• **TASK DIRECTIONS**: Return all lines from the listing below in which "Seeufer" appears.

• **DATA RECORDS**:
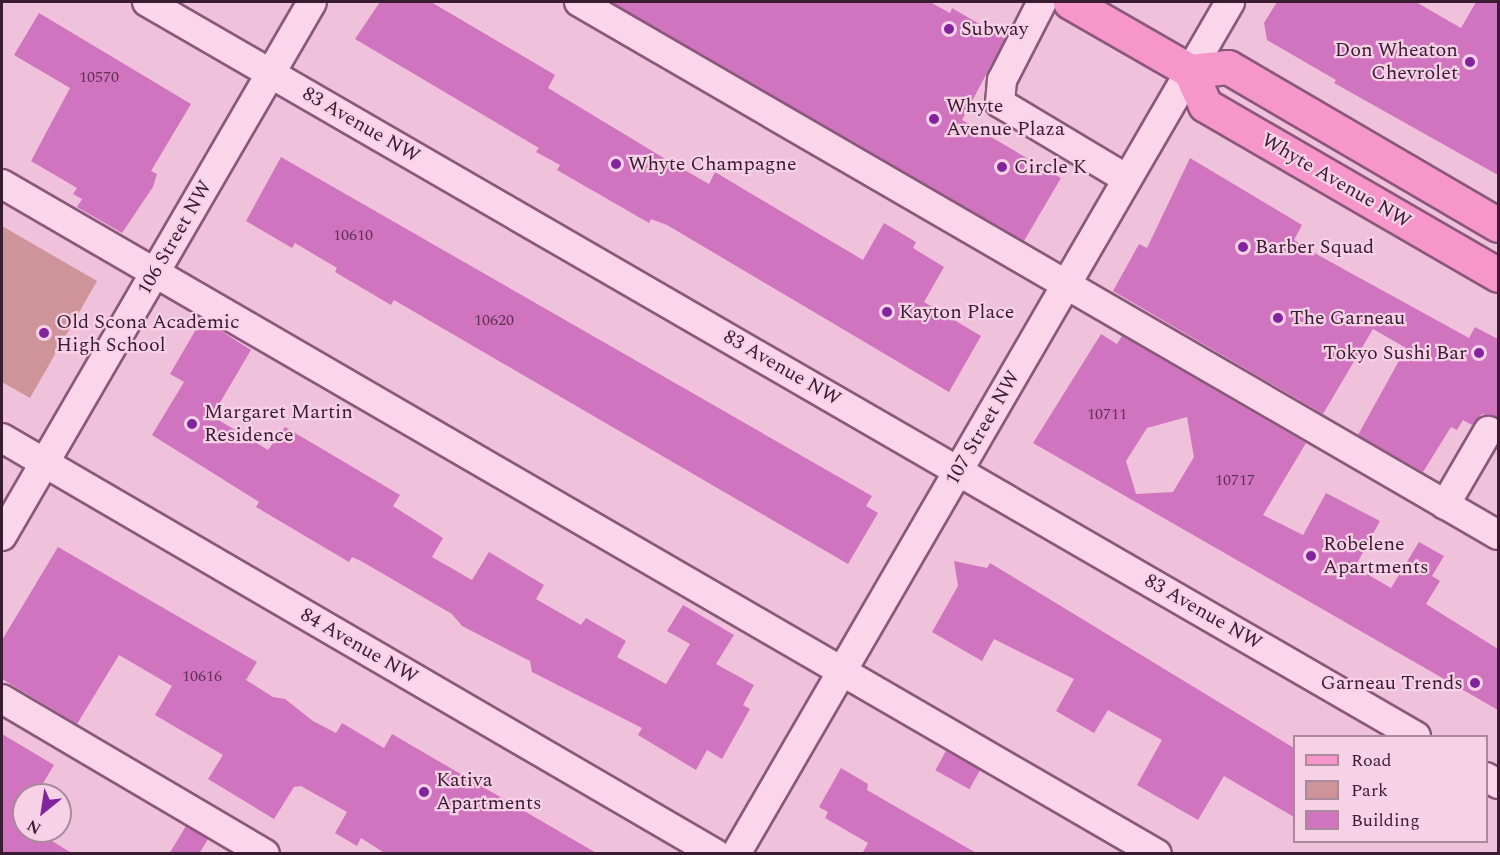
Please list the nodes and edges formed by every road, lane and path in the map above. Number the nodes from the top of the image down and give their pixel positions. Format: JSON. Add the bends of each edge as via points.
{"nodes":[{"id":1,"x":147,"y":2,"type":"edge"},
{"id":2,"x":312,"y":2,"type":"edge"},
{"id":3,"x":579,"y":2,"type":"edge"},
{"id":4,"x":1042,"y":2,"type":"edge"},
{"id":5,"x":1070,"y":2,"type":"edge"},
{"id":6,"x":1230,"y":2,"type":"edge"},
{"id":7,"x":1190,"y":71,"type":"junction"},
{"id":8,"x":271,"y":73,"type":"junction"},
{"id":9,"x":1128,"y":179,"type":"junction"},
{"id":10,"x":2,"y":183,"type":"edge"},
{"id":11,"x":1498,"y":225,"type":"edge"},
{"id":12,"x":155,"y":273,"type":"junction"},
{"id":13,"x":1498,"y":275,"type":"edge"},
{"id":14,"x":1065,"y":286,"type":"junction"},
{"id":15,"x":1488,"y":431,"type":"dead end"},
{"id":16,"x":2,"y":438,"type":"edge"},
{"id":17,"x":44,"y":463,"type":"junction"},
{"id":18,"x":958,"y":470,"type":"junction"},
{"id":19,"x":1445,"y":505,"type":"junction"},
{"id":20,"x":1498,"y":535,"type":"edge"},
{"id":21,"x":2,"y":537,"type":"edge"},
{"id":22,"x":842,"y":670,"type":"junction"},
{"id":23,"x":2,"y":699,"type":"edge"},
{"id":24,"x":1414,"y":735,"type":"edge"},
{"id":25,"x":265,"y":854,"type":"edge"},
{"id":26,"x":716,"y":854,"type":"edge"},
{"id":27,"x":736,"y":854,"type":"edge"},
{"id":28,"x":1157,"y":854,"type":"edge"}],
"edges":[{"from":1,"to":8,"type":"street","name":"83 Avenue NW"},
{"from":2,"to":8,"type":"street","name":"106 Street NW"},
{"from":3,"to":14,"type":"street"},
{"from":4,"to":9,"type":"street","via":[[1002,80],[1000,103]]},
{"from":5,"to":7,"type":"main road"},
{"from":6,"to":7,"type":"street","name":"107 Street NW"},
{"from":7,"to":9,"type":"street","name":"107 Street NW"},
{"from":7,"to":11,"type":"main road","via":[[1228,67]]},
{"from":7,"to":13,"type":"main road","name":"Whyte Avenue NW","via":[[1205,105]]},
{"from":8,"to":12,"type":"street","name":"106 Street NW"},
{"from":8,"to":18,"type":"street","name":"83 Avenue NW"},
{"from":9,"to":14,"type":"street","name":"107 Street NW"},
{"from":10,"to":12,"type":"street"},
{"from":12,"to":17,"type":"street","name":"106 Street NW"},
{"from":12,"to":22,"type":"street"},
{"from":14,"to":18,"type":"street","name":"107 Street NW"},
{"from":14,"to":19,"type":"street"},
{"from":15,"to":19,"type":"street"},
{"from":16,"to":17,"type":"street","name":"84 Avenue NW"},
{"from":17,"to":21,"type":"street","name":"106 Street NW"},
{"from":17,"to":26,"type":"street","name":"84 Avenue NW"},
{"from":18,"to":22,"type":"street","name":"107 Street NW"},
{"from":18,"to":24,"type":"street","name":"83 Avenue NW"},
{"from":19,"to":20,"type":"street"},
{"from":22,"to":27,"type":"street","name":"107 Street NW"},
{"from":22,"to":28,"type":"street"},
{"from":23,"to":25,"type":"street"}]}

==

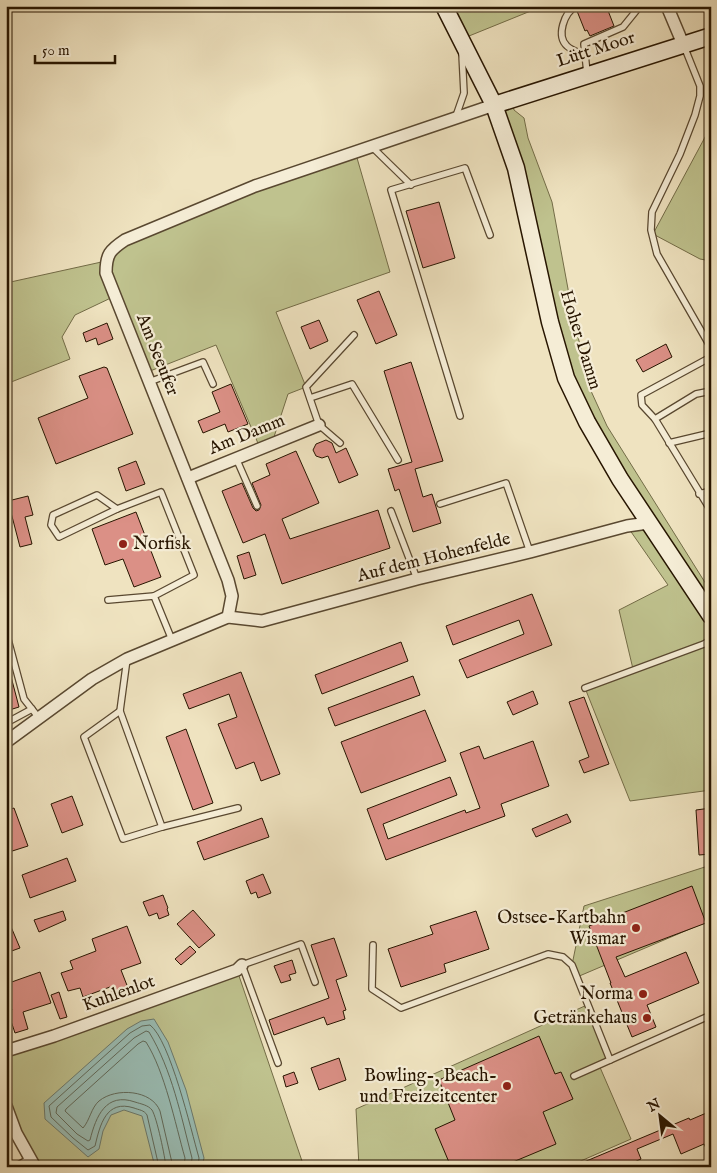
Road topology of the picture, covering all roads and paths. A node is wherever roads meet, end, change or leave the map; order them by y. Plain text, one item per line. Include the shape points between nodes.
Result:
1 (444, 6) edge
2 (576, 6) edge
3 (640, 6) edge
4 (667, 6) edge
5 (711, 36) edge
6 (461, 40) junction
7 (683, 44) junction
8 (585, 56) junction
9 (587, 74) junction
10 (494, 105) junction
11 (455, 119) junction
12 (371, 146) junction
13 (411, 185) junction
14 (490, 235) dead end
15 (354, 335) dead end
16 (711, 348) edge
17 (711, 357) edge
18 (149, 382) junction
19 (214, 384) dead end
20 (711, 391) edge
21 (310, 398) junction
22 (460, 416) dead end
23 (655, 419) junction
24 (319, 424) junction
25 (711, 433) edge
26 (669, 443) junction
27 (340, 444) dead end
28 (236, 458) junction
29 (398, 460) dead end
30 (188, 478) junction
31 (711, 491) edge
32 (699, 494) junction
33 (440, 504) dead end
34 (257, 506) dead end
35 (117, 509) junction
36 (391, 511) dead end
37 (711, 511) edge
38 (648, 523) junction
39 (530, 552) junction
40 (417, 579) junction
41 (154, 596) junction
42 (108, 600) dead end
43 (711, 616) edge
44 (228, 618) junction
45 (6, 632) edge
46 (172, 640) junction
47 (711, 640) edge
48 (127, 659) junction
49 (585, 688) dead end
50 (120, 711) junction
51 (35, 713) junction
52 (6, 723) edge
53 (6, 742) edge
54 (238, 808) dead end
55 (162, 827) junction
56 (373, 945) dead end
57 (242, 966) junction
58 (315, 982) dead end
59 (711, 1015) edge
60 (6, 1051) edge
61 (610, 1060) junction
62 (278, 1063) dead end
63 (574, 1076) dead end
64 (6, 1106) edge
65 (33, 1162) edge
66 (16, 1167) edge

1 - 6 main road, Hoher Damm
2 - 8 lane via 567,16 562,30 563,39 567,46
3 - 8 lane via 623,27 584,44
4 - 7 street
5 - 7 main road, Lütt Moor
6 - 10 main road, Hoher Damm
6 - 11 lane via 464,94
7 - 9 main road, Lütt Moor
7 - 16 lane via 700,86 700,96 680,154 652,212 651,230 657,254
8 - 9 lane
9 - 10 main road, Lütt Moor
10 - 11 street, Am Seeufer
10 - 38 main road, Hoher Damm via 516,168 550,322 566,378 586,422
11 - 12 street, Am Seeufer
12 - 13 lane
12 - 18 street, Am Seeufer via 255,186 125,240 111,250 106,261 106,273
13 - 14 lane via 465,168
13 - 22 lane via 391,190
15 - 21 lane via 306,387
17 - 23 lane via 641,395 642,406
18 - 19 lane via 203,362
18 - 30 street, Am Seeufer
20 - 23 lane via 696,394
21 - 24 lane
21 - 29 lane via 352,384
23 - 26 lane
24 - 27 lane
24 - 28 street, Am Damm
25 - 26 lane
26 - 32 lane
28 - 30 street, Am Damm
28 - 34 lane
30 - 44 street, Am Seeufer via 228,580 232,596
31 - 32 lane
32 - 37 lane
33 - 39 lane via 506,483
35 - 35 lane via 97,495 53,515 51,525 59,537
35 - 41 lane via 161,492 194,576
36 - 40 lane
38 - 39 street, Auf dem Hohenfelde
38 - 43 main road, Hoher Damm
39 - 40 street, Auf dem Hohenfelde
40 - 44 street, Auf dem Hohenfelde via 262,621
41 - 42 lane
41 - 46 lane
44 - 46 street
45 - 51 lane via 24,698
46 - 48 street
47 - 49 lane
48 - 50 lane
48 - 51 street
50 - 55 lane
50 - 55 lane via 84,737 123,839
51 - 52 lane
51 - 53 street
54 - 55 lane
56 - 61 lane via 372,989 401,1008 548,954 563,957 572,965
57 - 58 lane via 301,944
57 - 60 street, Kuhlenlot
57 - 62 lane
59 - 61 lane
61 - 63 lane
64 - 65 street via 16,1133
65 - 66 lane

• **WRITTEN ANSWER**:
10 - 11 street, Am Seeufer
11 - 12 street, Am Seeufer
12 - 18 street, Am Seeufer via 255,186 125,240 111,250 106,261 106,273
18 - 30 street, Am Seeufer
30 - 44 street, Am Seeufer via 228,580 232,596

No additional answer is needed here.